L’editore Tim O’Reilly e John Battelle hanno firmato una lettera rivolta ad Apple, una lettera che credo di poter sottoscrivere per quasi la sua totalità. Essenzialmente si tratta di una richiesta, ovvero quella di tornare ad essere la Apple di un tempo, aperta al dialogo, aperta all’esterno, aperta, soprattutto, alle persone. Abbandonare, in altre parole, quella che sembra essere diventata la nuova filosofia aziendale che consiste nell’escludere tutti e tutto, nel fare ogni cosa da soli e comportarsi in maniera antisociale o, per dirla in termini un po’ meni belli ma più veritieri, da monopolista.
Effettivamente gli atteggiamenti adottati da Apple ultimamente risultano, ad uno sguardo non annebbiato dal carisma di Steve Jobs o dall’alone aureo che circonda l’azienda, piuttosto antipatici. Impedire ai dipendenti di utilizzare social network (o di bloggare), abbandonare eventi aperti e sociali come il MacWorld, luogo di ritrovo di Mac Users comuni, a favore di conferenze rivolte solo a pochi eletti attentamente selezionati, voler controllare gli utenti con la scusa di lavorare per la loro sicurezza, eliminare dai propri prodotti il supporto a tecnologie esterne non da essa possedute (vedi caso flash). Sono tutte cose che sicuramente non le rendono gloria.
Insomma, Tim O’Relly chiede ad Apple di cambiare strada e termina invitandola al prossimo “Points of control”, una conferenza, una sorta di dibattito, in cui avrà l’opportunità di confrontarsi di fronte a persone diverse dal solito gruppo di appassionati e devoti che riempie i keynote.
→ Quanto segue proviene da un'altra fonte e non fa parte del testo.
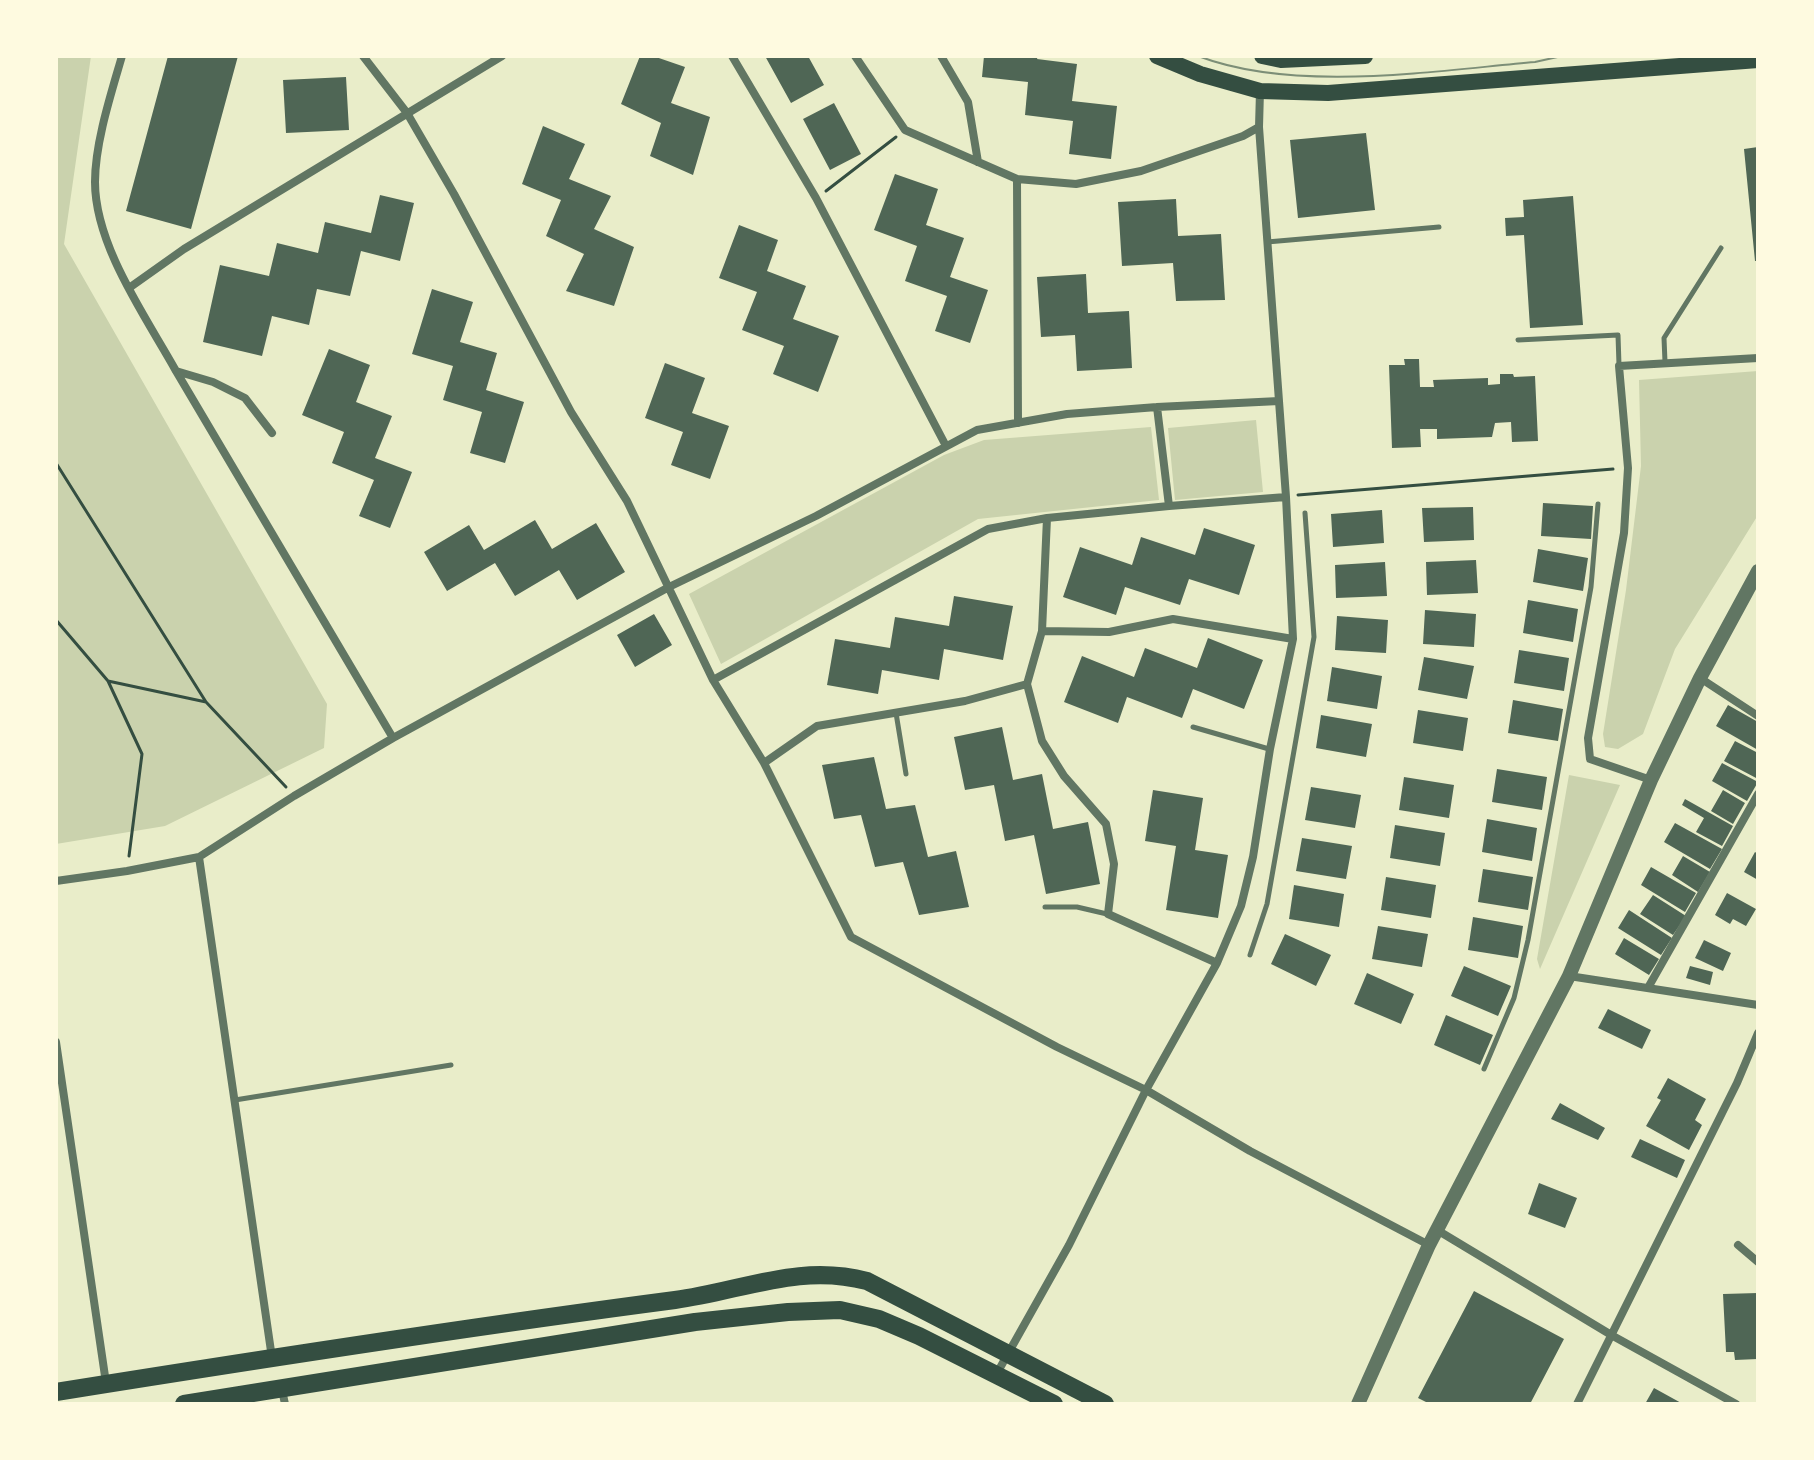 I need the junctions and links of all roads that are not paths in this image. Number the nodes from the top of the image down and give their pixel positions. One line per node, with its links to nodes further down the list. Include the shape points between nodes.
1 (122, 56): 20 (street, via 95,181 99,222)
2 (363, 56): 13 (street)
3 (502, 56): 13 (street)
4 (732, 56): 30 (street, via 816,198)
5 (855, 56): 15 (street, via 905,130)
6 (941, 56): 15 (street, via 968,102)
7 (1157, 56): 12 (main road)
8 (1262, 56): 9 (main road)
9 (1365, 56)
10 (1758, 60): 11 (main road)
11 (1613, 63): 12 (main road, via 1328,93)
12 (1260, 91): 14 (street)
13 (407, 113): 20 (street); 37 (street, via 571,412 627,501)
14 (1259, 127): 16 (street, via 1141,171 1076,184); 18 (street)
15 (978, 162): 16 (street)
16 (1017, 179): 28 (street)
17 (1439, 227): 18 (lane)
18 (1267, 242): 26 (street)
19 (1721, 248): 23 (lane, via 1664,338)
20 (129, 288): 25 (street)
21 (1518, 340): 24 (lane, via 1618,335)
22 (1758, 358): 23 (street)
23 (1665, 363): 24 (street)
24 (1619, 366): 50 (street, via 1628,468 1624,533 1588,738 1590,759)
25 (176, 371): 29 (street, via 245,398); 46 (street)
26 (1279, 401): 27 (street); 31 (street)
27 (1157, 407): 28 (street); 33 (street)
28 (1018, 423): 30 (street, via 977,430)
29 (272, 433)
30 (946, 446): 37 (street)
31 (1286, 497): 33 (street); 39 (street)
32 (1598, 504): 64 (lane, via 1591,587 1528,940 1514,998)
33 (1169, 506): 35 (street)
34 (1305, 513): 56 (lane, via 1314,637 1267,904)
35 (1047, 518): 38 (street); 41 (street, via 988,529)
36 (1758, 571): 40 (street)
37 (669, 587): 41 (street); 46 (street)
38 (1042, 631): 39 (street, via 1109,632 1173,619); 42 (street)
39 (1293, 639): 47 (street)
40 (1700, 678): 44 (street); 50 (street)
41 (713, 680): 48 (street)
42 (1027, 684): 43 (street); 55 (street, via 1042,741 1106,824 1114,864)
43 (896, 713): 48 (street, via 817,726); 49 (lane)
44 (1758, 716)
45 (1193, 727): 47 (lane)
46 (393, 738): 52 (street)
47 (1270, 749): 57 (street, via 1241,906)
48 (764, 763): 65 (street, via 851,937)
49 (906, 774)
50 (1651, 780): 58 (street)
51 (1758, 794): 59 (street)
52 (199, 857): 53 (street); 66 (street)
53 (56, 881)
54 (1045, 907): 55 (lane)
55 (1108, 914): 57 (street)
56 (1250, 955)
57 (1217, 963): 65 (street)
58 (1569, 976): 59 (street); 67 (street)
59 (1649, 986): 60 (street)
60 (1758, 1005)
61 (1758, 1033): 71 (street)
62 (56, 1042): 75 (street)
63 (451, 1065): 66 (lane)
64 (1484, 1069)
65 (1146, 1090): 68 (street); 72 (street)
66 (234, 1100): 73 (street)
67 (1437, 1230): 68 (street); 71 (street)
68 (1429, 1245): 81 (street)
69 (1738, 1245): 70 (street)
70 (1758, 1262)
71 (1613, 1336): 82 (street); 83 (street)
72 (1008, 1356): 73 (main road, via 867,1281 839,1274 787,1277 695,1297); 74 (street); 80 (main road)
73 (272, 1359): 75 (main road)
74 (996, 1375): 77 (main road, via 879,1319 840,1310 695,1322); 79 (main road)
75 (106, 1384): 76 (main road)
76 (56, 1392)
77 (283, 1397): 78 (main road)
78 (184, 1404)
79 (1054, 1404)
80 (1105, 1404)
81 (1358, 1404)
82 (1577, 1404)
83 (1736, 1404) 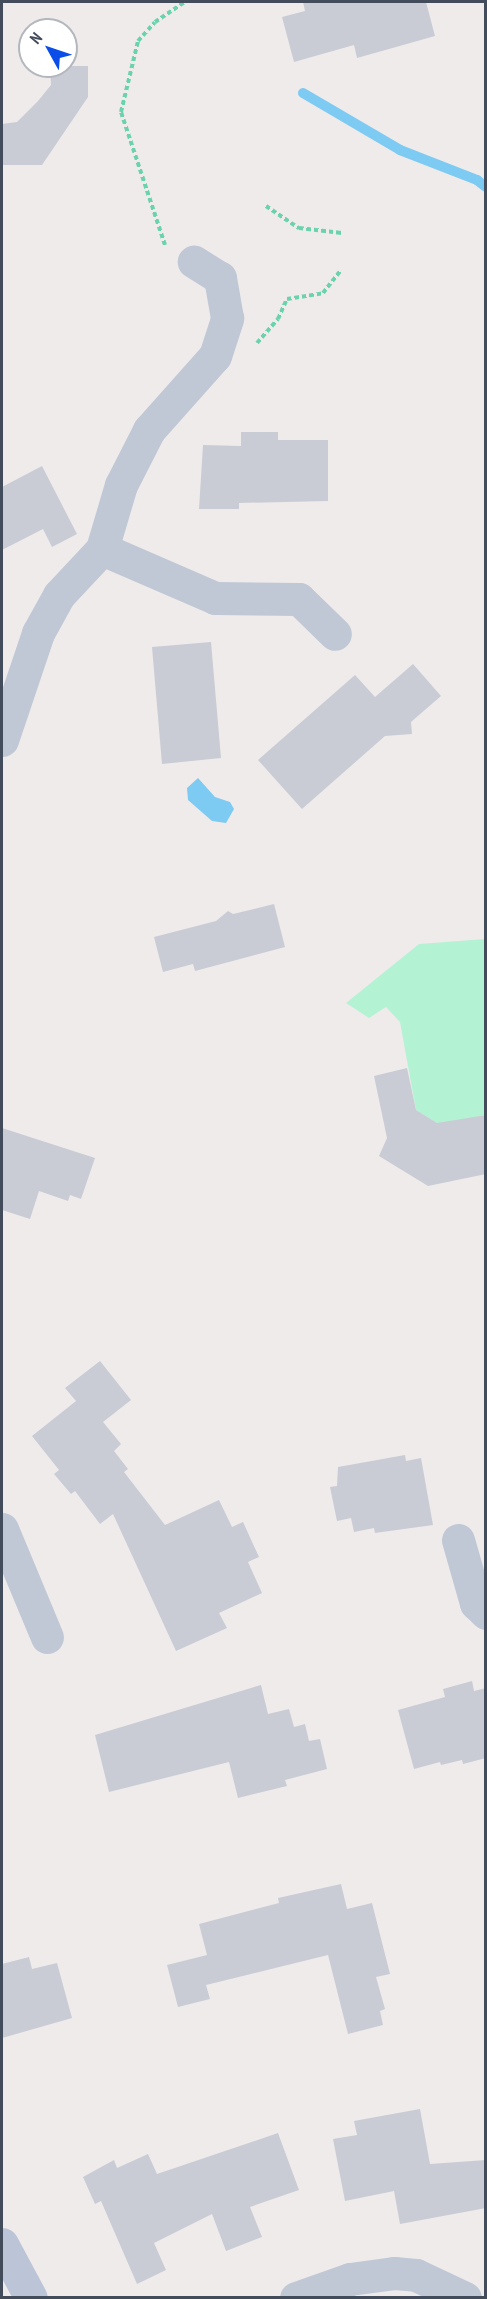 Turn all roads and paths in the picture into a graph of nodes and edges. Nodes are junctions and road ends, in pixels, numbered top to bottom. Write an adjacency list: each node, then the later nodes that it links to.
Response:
1 (185, 2): 4 (path)
2 (266, 206): 3 (path)
3 (342, 233)
4 (179, 256): 7 (street)
5 (340, 271): 6 (path)
6 (253, 348)
7 (102, 549): 8 (street); 9 (street)
8 (335, 634)
9 (2, 740)
10 (2, 1529): 13 (street)
11 (458, 1540): 12 (street)
12 (486, 1613)
13 (47, 1637)
14 (2, 2244): 15 (street)
15 (31, 2298)
16 (296, 2298): 17 (street)
17 (465, 2298)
Una cosa che non avviene da molto. Potrebbe dunque essere un’ottima occasione per capire veramente qual’è la posizione di Apple in merito a questo tema. Se veramente ha in odio il dover concedere ad altri parte del suo “potere”, se veramente ha intenzione, in futuro, di proseguire con questo atteggiamento.
“Won’t you join us?”, termina la lettera scritta da O’Relly. Speriamo la risposta sia si.